That's right folks. Last night I had my second sex dream about the same man this week. This time we were playing some kind of drunken party game which involved making out with the person next to you. Of course, I was paired up with this guy. We were making out much longer than any of the other pairs. Actually, I remember hearing someone else playing the game saying something about it. But neither of us cared.
Eventually, we somehow ended up in a bedroom. He was telling me that he had three prospective girlfriends, but that my kissing had been so awesome that it confused him. It didn't take long before we were hooking up. I'll spare you from the details. All of the sudden in the middle of it, he stops and starts laughing at me. He says, "Do you even know how to do this?" He starts railing me on my sexual prowess, telling me how awful I am at it and making it clear that from this point onwards I stand no chance with him.
Now in real life, this guy was very aware of the fact I am still a virgin. In fact, he was really turned on by it. And he gave me plenty of positive reinforcement. That was part of why the hook up was so fun for me and why I seriously considered losing it to him. But in this dream, he made me feel awful. I remember screaming at him, "there's a person inside this body!"

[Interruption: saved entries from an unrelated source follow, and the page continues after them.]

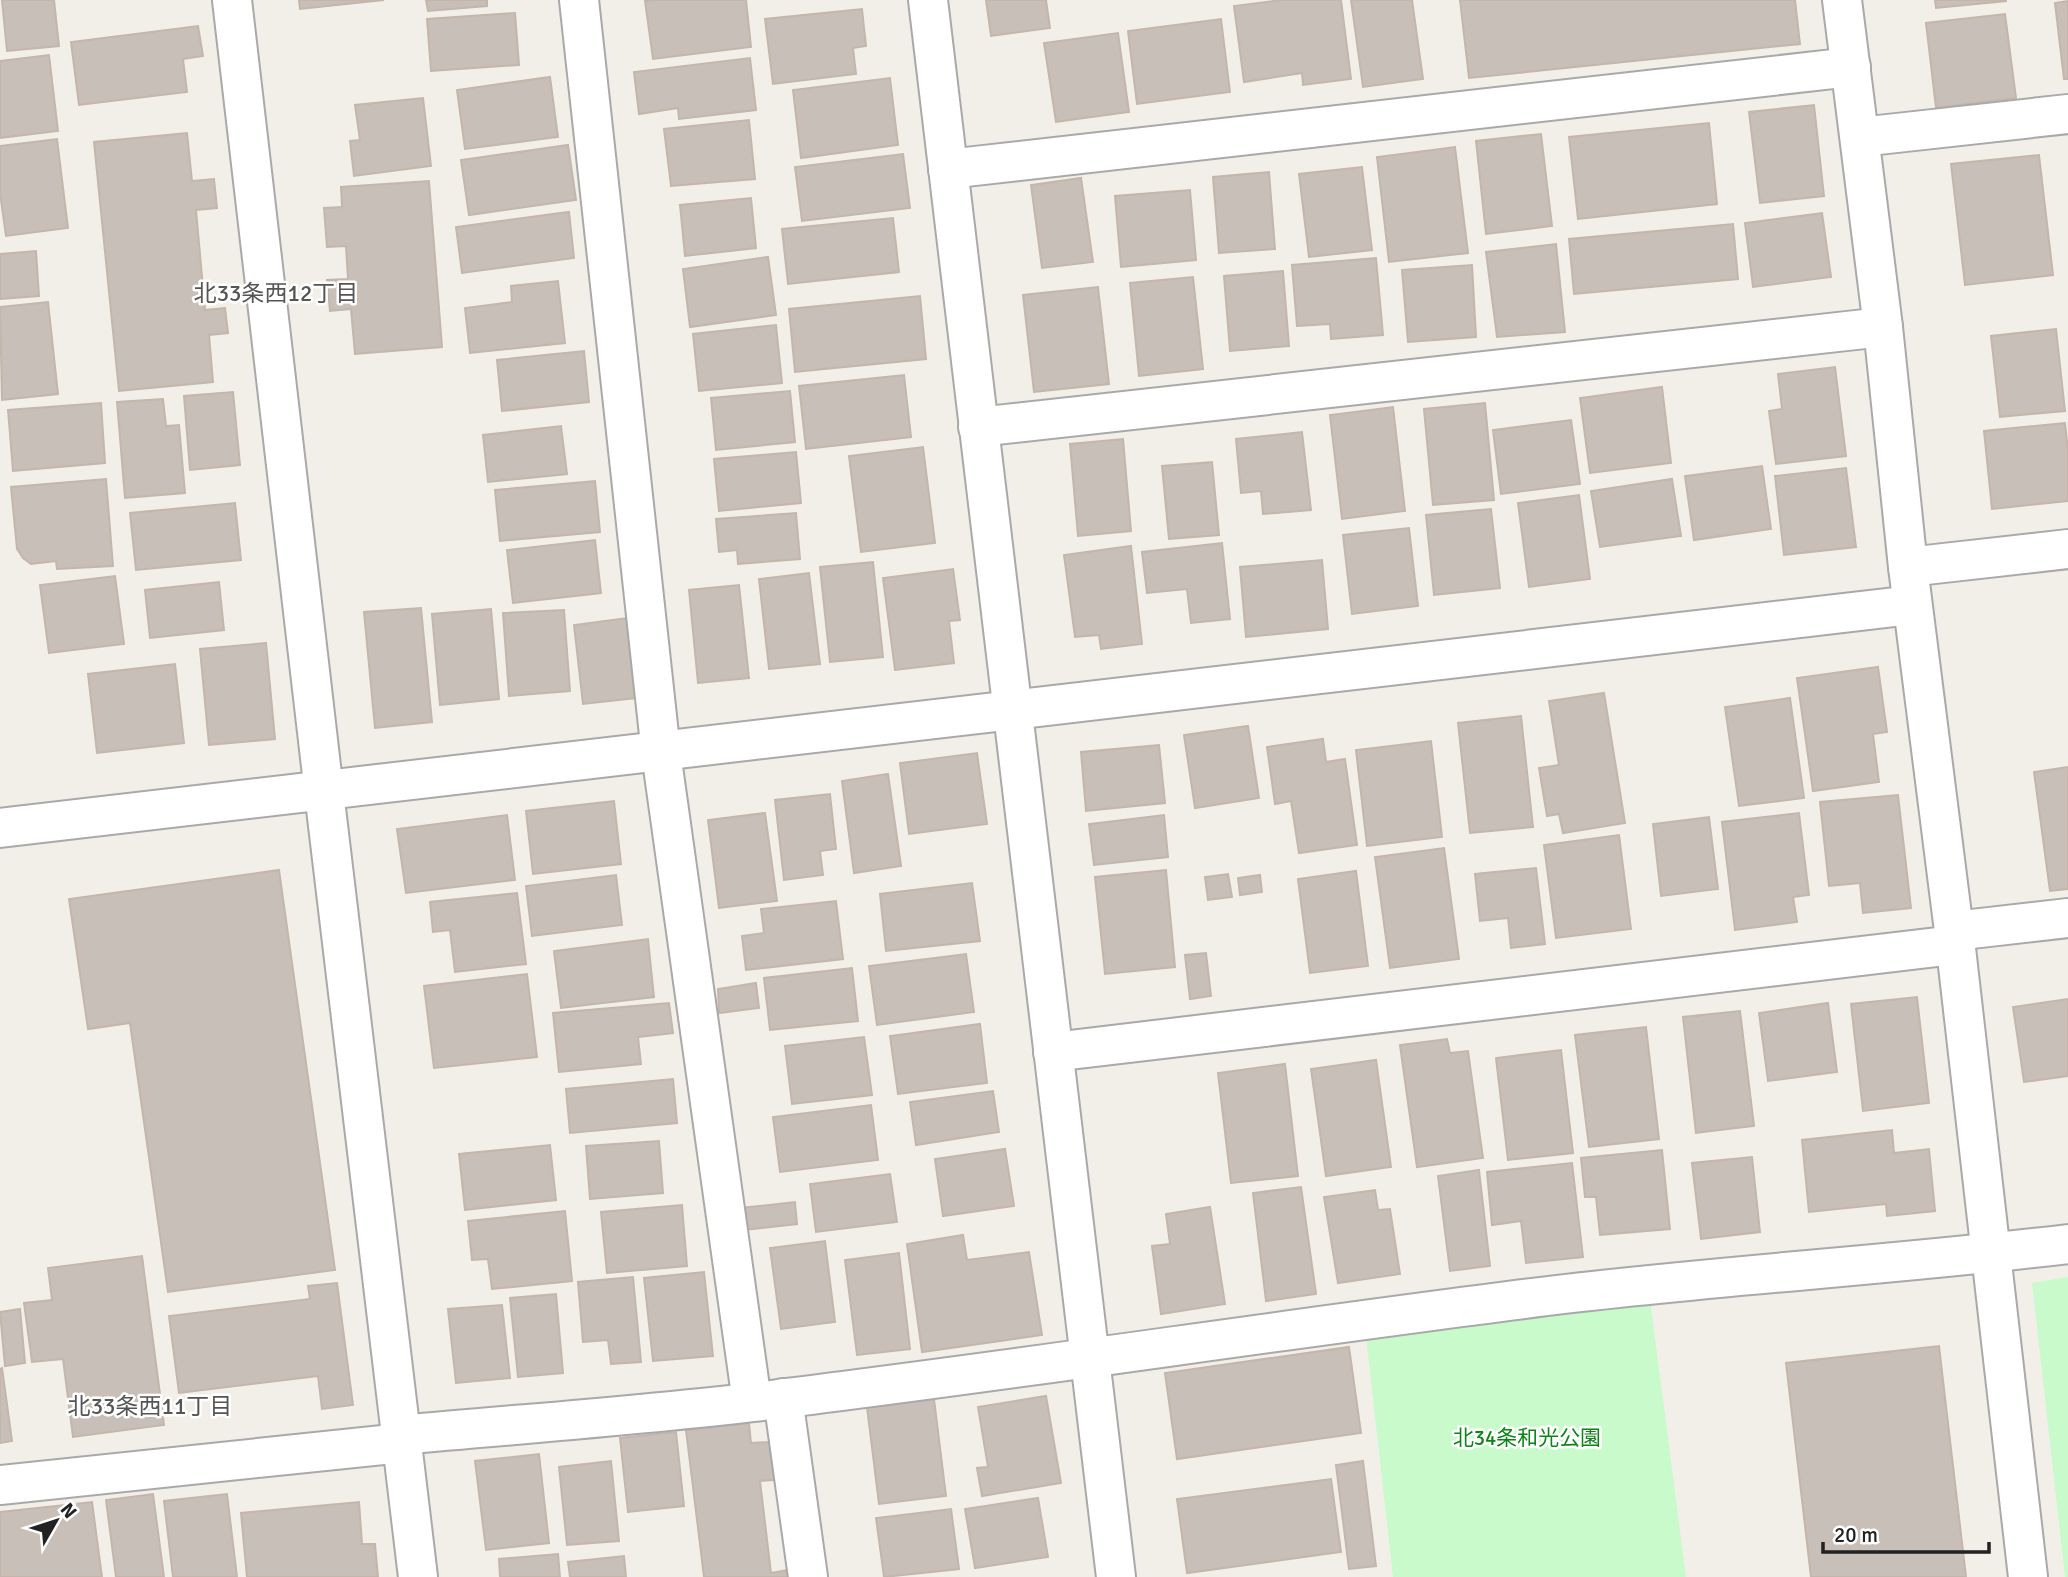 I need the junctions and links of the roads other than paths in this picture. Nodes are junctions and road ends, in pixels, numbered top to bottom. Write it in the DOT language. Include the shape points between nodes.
graph roads {
  1 [pos="232,0"];
  2 [pos="579,0"];
  3 [pos="928,0"];
  4 [pos="1843,0"];
  5 [pos="1851,66"];
  6 [pos="2068,114"];
  7 [pos="1860,137"];
  8 [pos="948,169"];
  9 [pos="1883,327"];
  10 [pos="978,427"];
  11 [pos="2068,549"];
  12 [pos="1908,567"];
  13 [pos="1912,606"];
  14 [pos="1012,712"];
  15 [pos="661,753"];
  16 [pos="324,792"];
  17 [pos="0,828"];
  18 [pos="2068,918"];
  19 [pos="1954,938"];
  20 [pos="1053,1052"];
  21 [pos="2068,1244"];
  22 [pos="1990,1254"];
  23 [pos="1090,1359"];
  24 [pos="768,1400"];
  25 [pos="402,1439"];
  26 [pos="0,1485"];
  27 [pos="418,1577"];
  28 [pos="808,1577"];
  29 [pos="1116,1577"];
  30 [pos="2028,1577"];
  1 -- 16 [label="street"];
  2 -- 15 [label="street"];
  3 -- 8 [label="street"];
  4 -- 5 [label="street"];
  5 -- 7 [label="street"];
  5 -- 8 [label="street"];
  6 -- 7 [label="street"];
  7 -- 9 [label="street"];
  8 -- 10 [label="street"];
  9 -- 10 [label="street"];
  9 -- 12 [label="street"];
  10 -- 14 [label="street"];
  11 -- 12 [label="street"];
  12 -- 13 [label="street"];
  13 -- 14 [label="street"];
  13 -- 19 [label="street"];
  14 -- 15 [label="street"];
  14 -- 20 [label="street"];
  15 -- 16 [label="street"];
  15 -- 24 [label="street"];
  16 -- 17 [label="street"];
  16 -- 25 [label="street"];
  18 -- 19 [label="street"];
  19 -- 20 [label="street"];
  19 -- 22 [label="street"];
  20 -- 23 [label="street"];
  21 -- 22 [label="street"];
  22 -- 23 [label="street" via="1634,1286"];
  22 -- 30 [label="street"];
  23 -- 24 [label="street"];
  23 -- 29 [label="street"];
  24 -- 25 [label="street"];
  24 -- 28 [label="street"];
  25 -- 26 [label="street"];
  25 -- 27 [label="street"];
} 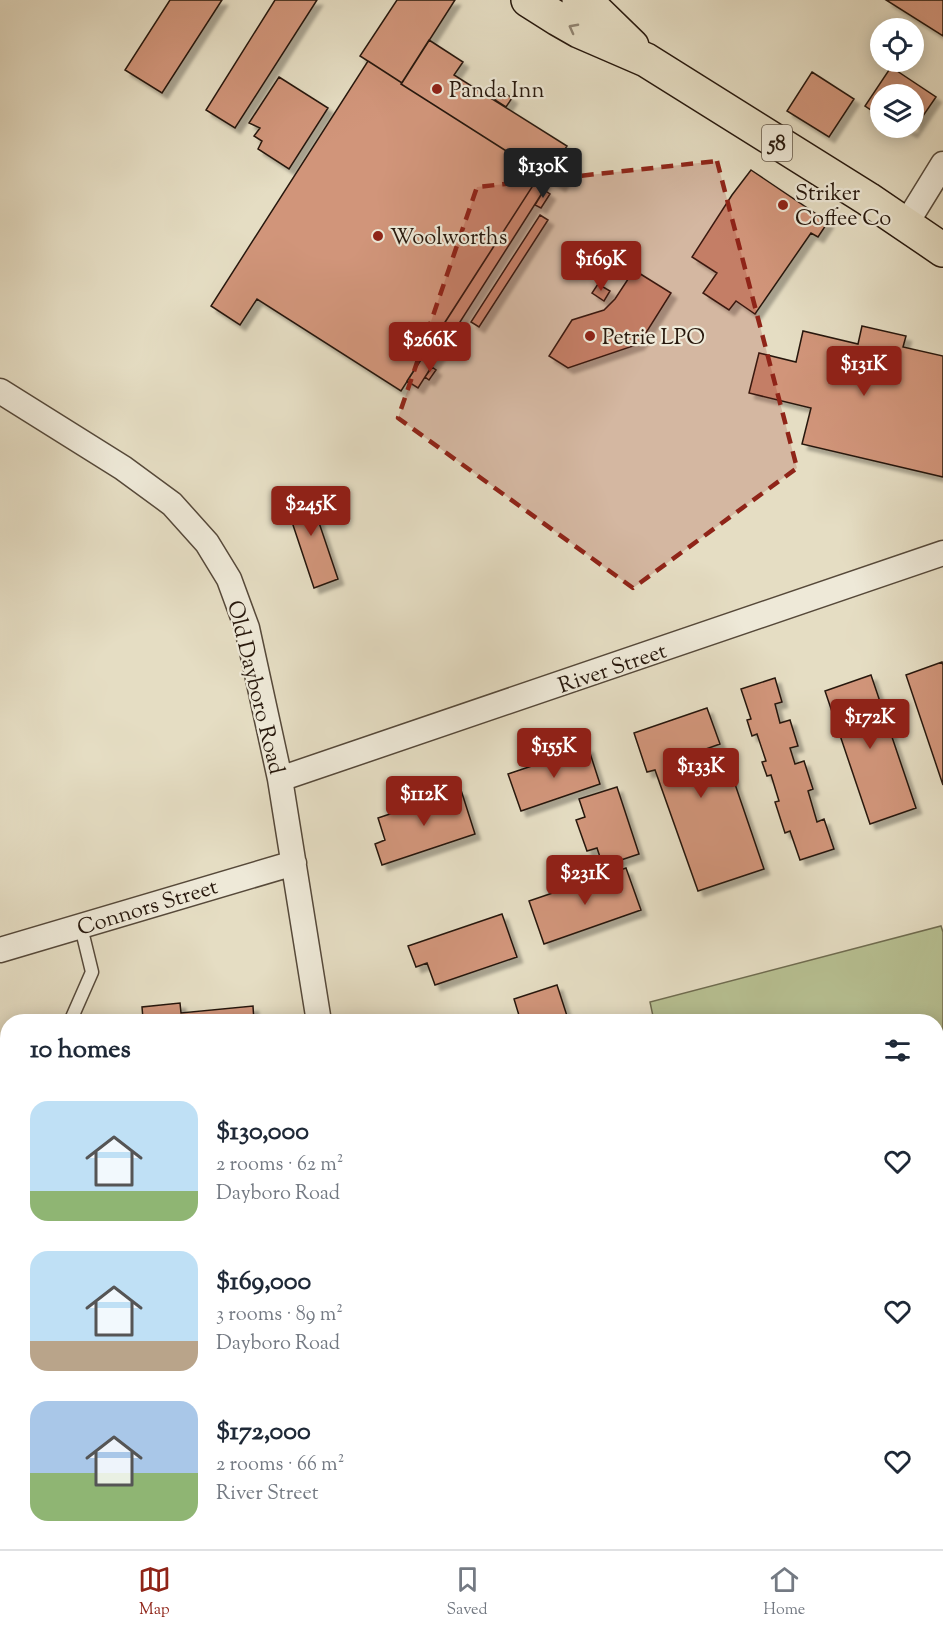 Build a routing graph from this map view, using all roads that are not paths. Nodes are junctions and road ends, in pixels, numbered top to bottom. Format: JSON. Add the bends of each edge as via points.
{"nodes":[{"id":1,"x":528,"y":0,"type":"edge"},
{"id":2,"x":579,"y":0,"type":"edge"},
{"id":3,"x":646,"y":60,"type":"junction"},
{"id":4,"x":943,"y":164,"type":"edge"},
{"id":5,"x":906,"y":225,"type":"junction"},
{"id":6,"x":943,"y":250,"type":"edge"},
{"id":7,"x":0,"y":391,"type":"edge"},
{"id":8,"x":943,"y":553,"type":"edge"},
{"id":9,"x":280,"y":779,"type":"junction"},
{"id":10,"x":294,"y":863,"type":"junction"},
{"id":11,"x":81,"y":927,"type":"junction"},
{"id":12,"x":0,"y":950,"type":"edge"},
{"id":13,"x":74,"y":1014,"type":"edge"},
{"id":14,"x":318,"y":1014,"type":"edge"}],
"edges":[{"from":3,"to":1,"type":"main road","number":"58","one_way":true,"via":[[579,31]]},
{"from":2,"to":3,"type":"main road","number":"58","via":[[593,8]]},
{"from":3,"to":5,"type":"main road","number":"58"},
{"from":4,"to":5,"type":"street"},
{"from":5,"to":6,"type":"main road","number":"58"},
{"from":7,"to":9,"type":"street","name":"Old Dayboro Road","via":[[123,468],[172,504],[207,543],[229,579],[247,627]]},
{"from":8,"to":9,"type":"street","name":"River Street"},
{"from":9,"to":10,"type":"street","name":"Old Dayboro Road"},
{"from":10,"to":11,"type":"street","name":"Connors Street"},
{"from":10,"to":14,"type":"street","name":"Old Dayboro Road"},
{"from":11,"to":12,"type":"street","name":"Connors Street"},
{"from":11,"to":13,"type":"lane","via":[[92,972]]}]}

It seems as if every dream I have about this guy has some element of shame and embarrassment. I don't regret hooking up with this guy in real life at all. But I think it uncovered a lot of anxiety about my abilities and the act itself. That and my confusion over whether I should wait or just grab the closest and easiest guy and go for it. Maybe my brain is just spitting it back at me, and the only way it knows how to do it is to use my most recent affair. The dangerous part of this is that no matter how awful I feel in the dream, I still wake up and think about calling him for a booty call. Yikes!